Sans laptop, I at least had radio on my phone Friday night, but just wasn’t in the mood. I like to listen to my radio dramas when I’m ‘pottering’, but more and more I cannot potter; I’m confined to the sofa. I really panicked at the thought of having no laptop nevertheless, as it’s not as if I can do my artwork or something now.

I’d been feeling pretty low in any case. One can only have so much internet and radio; life should have more meaning than that, so I sympathise with this man. I too was leading the life I’d always wanted to. Doing a masters in experimental film with the real opportunity of accessing the industry on graduating. Then my illness suddenly deteriorated. I carried on in work from that January to the September 09, but it was obvious that I wasn’t going to cope with carrying on, or completing my studies.

I can’t explain the cruel juxtaposition of those 2 lives: one full of creativity whilst also helping and supporting sometimes very damaged youngsters; the other sat on a sofa all day. Don’t get me wrong, I didn’t give up at first: I wrote a book; started painting and people loved it and I still have orders for it; playing the piano and classical guitar again; venturing into sculpture; continuing to try to compose music concrete/electronica. It was only tentative, I really didn’t achieve much in these last 6 years, but I did do something.

That’s gone now. Just the effort of writing or commenting on the blogs I’ve posted has completely wiped me out today. At least I’m doing something; I’m sharing my thoughts in a community of like-minded people who feel so strongly about how things in the UK have deteriorated.

I just miss the creativity. I’m in limbo land now, not knowing if I’m going to live or die, and that kind of stunts all creativity. I know some people say that it’s a shame that people only start to appreciate life when they’re dying, but that’s not the case for me at all. Now I’m just too ill for a ‘bucket list’ in any case.

My new additional illness is a whole new ball game. I didn’t think I’d get through last night; I had an angina attack every hour from 12.30am onwards. You’re not supposed to use the angina spray like that; by rights, I should have called an ambulance, but I knew that I’d just be hanging around hospital and they wouldn’t actually do anything until tomorrow. Then I have so many meds to take, I can’t trust that they will give them to me at the appropriate times, which could lead to unpleasant symptoms arising. I know this because they did the same to my mum when she was in hospital.

It’s the weirdest thing not knowing if you’re going to live or die. I know when the attacks are bad, I beg God to please give me a little more time. If that’s the case, I must want to live. The other night though, I asked God to let me die; I just couldn’t take the suffering any more. If it was just one health problem, it might not have been so very bad, but I’ve multiple health difficulties that all cause hard to deal with symptoms. Really. if I was your pet, believe me when I say that you would have had me put down long before now.

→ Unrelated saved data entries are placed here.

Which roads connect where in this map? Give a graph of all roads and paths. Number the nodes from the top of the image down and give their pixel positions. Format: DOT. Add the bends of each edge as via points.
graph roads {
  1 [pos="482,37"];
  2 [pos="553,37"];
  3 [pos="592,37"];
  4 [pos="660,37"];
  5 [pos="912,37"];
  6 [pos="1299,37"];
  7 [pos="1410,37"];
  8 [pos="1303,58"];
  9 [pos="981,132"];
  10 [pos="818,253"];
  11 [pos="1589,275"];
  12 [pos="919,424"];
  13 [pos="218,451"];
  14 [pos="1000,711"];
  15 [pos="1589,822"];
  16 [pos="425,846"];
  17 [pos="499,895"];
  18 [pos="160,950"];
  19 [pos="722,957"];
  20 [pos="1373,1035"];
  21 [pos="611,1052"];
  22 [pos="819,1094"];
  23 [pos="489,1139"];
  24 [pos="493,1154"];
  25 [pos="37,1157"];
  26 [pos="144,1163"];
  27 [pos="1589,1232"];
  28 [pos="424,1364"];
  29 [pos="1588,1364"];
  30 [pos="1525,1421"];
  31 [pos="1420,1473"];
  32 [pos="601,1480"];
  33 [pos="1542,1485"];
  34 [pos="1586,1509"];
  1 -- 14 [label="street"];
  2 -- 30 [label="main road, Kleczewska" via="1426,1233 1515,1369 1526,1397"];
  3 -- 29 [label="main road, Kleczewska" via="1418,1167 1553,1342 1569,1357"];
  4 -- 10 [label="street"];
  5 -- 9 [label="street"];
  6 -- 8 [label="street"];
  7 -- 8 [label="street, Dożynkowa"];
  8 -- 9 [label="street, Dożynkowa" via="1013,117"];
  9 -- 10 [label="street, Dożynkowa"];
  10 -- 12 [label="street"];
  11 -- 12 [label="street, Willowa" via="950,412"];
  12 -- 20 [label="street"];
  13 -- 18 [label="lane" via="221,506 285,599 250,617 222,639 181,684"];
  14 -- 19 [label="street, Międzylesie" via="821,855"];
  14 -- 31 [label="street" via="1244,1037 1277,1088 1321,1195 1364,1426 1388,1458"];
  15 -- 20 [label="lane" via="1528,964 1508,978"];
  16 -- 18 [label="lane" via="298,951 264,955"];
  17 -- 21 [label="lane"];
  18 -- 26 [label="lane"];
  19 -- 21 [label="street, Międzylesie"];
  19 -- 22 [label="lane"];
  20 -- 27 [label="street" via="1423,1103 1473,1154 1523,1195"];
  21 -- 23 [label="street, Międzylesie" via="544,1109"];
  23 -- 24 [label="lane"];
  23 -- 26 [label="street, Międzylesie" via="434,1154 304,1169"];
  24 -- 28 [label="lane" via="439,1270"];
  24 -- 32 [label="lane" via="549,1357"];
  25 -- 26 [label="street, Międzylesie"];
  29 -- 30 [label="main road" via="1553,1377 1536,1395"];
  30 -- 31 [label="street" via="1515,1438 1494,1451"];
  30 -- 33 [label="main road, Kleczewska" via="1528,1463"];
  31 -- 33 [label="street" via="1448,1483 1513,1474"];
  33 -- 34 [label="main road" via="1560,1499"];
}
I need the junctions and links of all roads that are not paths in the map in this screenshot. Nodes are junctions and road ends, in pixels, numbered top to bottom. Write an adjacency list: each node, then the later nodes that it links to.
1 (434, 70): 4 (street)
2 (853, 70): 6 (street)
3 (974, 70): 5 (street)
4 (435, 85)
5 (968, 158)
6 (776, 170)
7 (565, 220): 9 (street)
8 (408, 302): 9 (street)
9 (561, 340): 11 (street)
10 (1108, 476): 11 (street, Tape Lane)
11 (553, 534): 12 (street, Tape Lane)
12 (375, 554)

That said, I still believe that if you hang on, you don’t know what might happen. My eldest daughter is due to have her first baby in 4 weeks. We didn’t think she’d ever have children because she has cervical cancer that keeps reoccurring; in fact she still has it now. So it’s a real wonder for us that she’s pregnant. I truly hope that I can hang on until then, and who knows what? After that, they might cure my heart so that I can just be ‘normal ill’ again, and normal ill is manageable.

Where there’s life, there’s truly much hope, so hang on in there fella.